Guard dog in Robert E. Lee Park? Not quite.
On this morning, the throaty roar of planes taking off from nearby Love Field fails to distract dog walkers and the curious.

A man from Australia, now a resident of this diverse area, shoots photos of the empty pedestal with his iPhone. A Michigan State football fan walks his terrier, glances at Lee's name in granite, and hustles away. Another man, also walking a dog, eagerly discusses Lee's departure from Lee Park.

Well aware of the white-hot Civil War monument controversy, the police officer wonders why he's here to watch over an empty pedestal for the MIA general.

And an early-70ish woman grieves.

In Robert E. Lee Park in Dallas, a 2/3-size replica of
 Arlington House, Lee's home in Arlington, Va.
Asked her thoughts about the removal of Lee's monument, she leaves no doubt where she stands. "It's horrible," says the member of the Dallas Southern Memorial Association, who used to call rural Texas home. "The statue wasn't about slavery. It was about relatives honoring their soldiers." Its removal, she insists, was a "back-door" move by politicians who don't know what they are doing. She wonders if Lee's name, as well as the old plaques on the pedestal, will soon be removed from the park, too.

"Roll Tide!" she says, glancing at a visitor's ballcap, before walking a short distance up the hill toward the 2/3-size replica of Lee's home in Arlington, Va.

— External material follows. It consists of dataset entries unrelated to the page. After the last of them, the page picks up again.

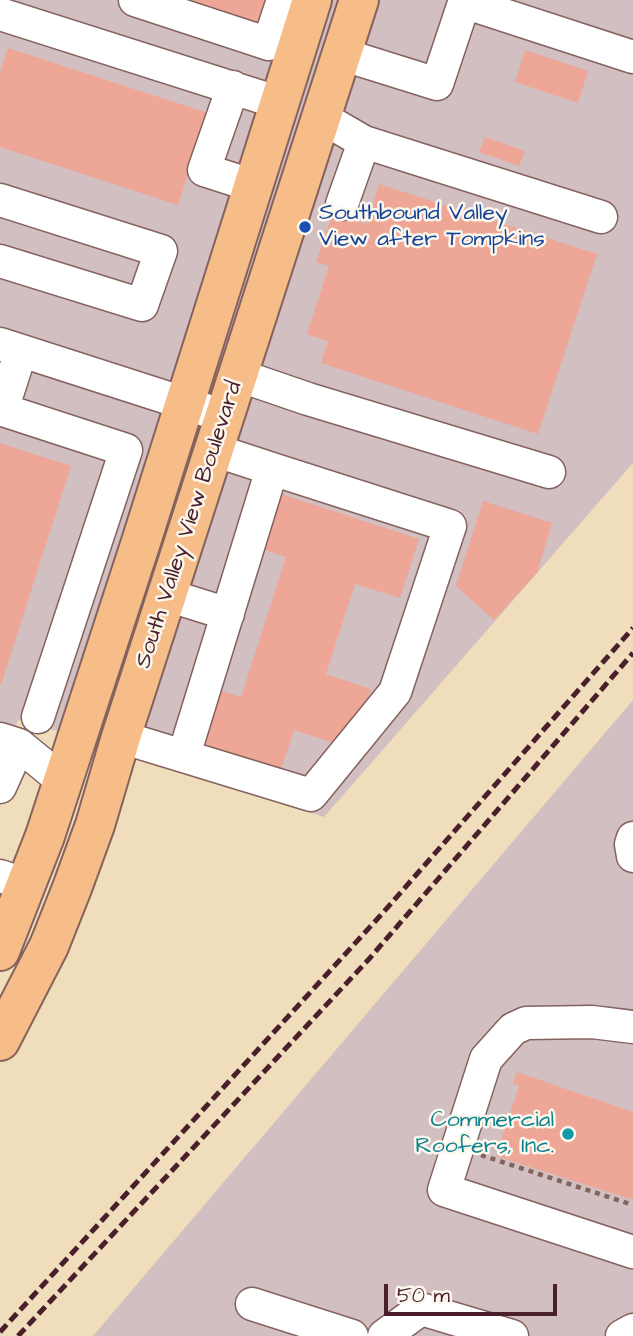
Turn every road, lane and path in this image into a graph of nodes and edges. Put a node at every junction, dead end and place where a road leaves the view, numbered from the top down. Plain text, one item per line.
1 (135, 0) edge
2 (283, 0) edge
3 (313, 0) edge
4 (359, 0) edge
5 (465, 1) edge
6 (0, 14) edge
7 (286, 37) junction
8 (341, 54) junction
9 (633, 57) edge
10 (233, 87) junction
11 (280, 103) junction
12 (321, 117) junction
13 (364, 142) junction
14 (254, 186) junction
15 (0, 200) edge
16 (342, 204) dead end
17 (601, 217) dead end
18 (0, 261) edge
19 (11, 348) edge
20 (198, 361) junction
21 (238, 375) junction
22 (184, 403) junction
23 (1, 410) edge
24 (219, 433) junction
25 (272, 469) junction
26 (549, 472) dead end
27 (167, 595) junction
28 (228, 614) junction
29 (38, 717) dead end
30 (121, 737) junction
31 (10, 742) edge
32 (184, 755) junction
33 (63, 781) junction
34 (0, 787) edge
35 (633, 838) edge
36 (633, 856) edge
37 (13, 881) edge
38 (0, 951) edge
39 (633, 1027) edge
40 (0, 1041) edge
41 (457, 1147) junction
42 (633, 1205) edge
43 (633, 1252) edge
44 (251, 1304) dead end
45 (633, 1330) edge
46 (352, 1336) edge
47 (384, 1336) edge
48 (512, 1336) edge
49 (622, 1336) edge

1 - 7 street
2 - 7 street
3 - 7 main road, South Valley View Boulevard
4 - 8 main road, South Valley View Boulevard
5 - 8 street
5 - 9 street
6 - 10 street
7 - 8 main road
7 - 11 main road, South Valley View Boulevard
8 - 12 main road, South Valley View Boulevard
10 - 11 street
10 - 14 street
11 - 12 main road
11 - 14 main road, South Valley View Boulevard
12 - 13 street
12 - 21 main road, South Valley View Boulevard
13 - 16 street
13 - 17 street
14 - 20 main road, South Valley View Boulevard
15 - 18 street
19 - 22 street
19 - 23 street
20 - 21 main road
20 - 22 main road, South Valley View Boulevard
21 - 24 main road, South Valley View Boulevard
21 - 26 street
22 - 24 street
22 - 33 main road, South Valley View Boulevard
23 - 29 street
24 - 25 street
24 - 27 main road, South Valley View Boulevard
25 - 28 street
25 - 32 street
27 - 28 street
27 - 30 main road, South Valley View Boulevard
28 - 32 street
30 - 32 street
30 - 40 main road, South Valley View Boulevard
31 - 33 street
31 - 34 street
33 - 37 main road, South Valley View Boulevard
35 - 36 street
37 - 38 main road, South Valley View Boulevard
39 - 41 street
41 - 42 path
41 - 43 street
44 - 46 street
45 - 49 street
47 - 48 street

All that remains atop the pedestal are fragments of concrete and the steel bolts and posts that had anchored the 14-foot Lee monument since 1936. On the rim of the pedestal, two flower arrangements catch the eyes of onlookers. Perhaps they're a suitable, albeit temporary, replacement for a general now in storage at an old airport.

President Franklin Roosevelt attended the dedication of the Lee statue here in 1936.
The Lee statue had stood in Robert E. Lee Park in Dallas since 1936.
One of the two flower arrangements on the massive, granite pedestal.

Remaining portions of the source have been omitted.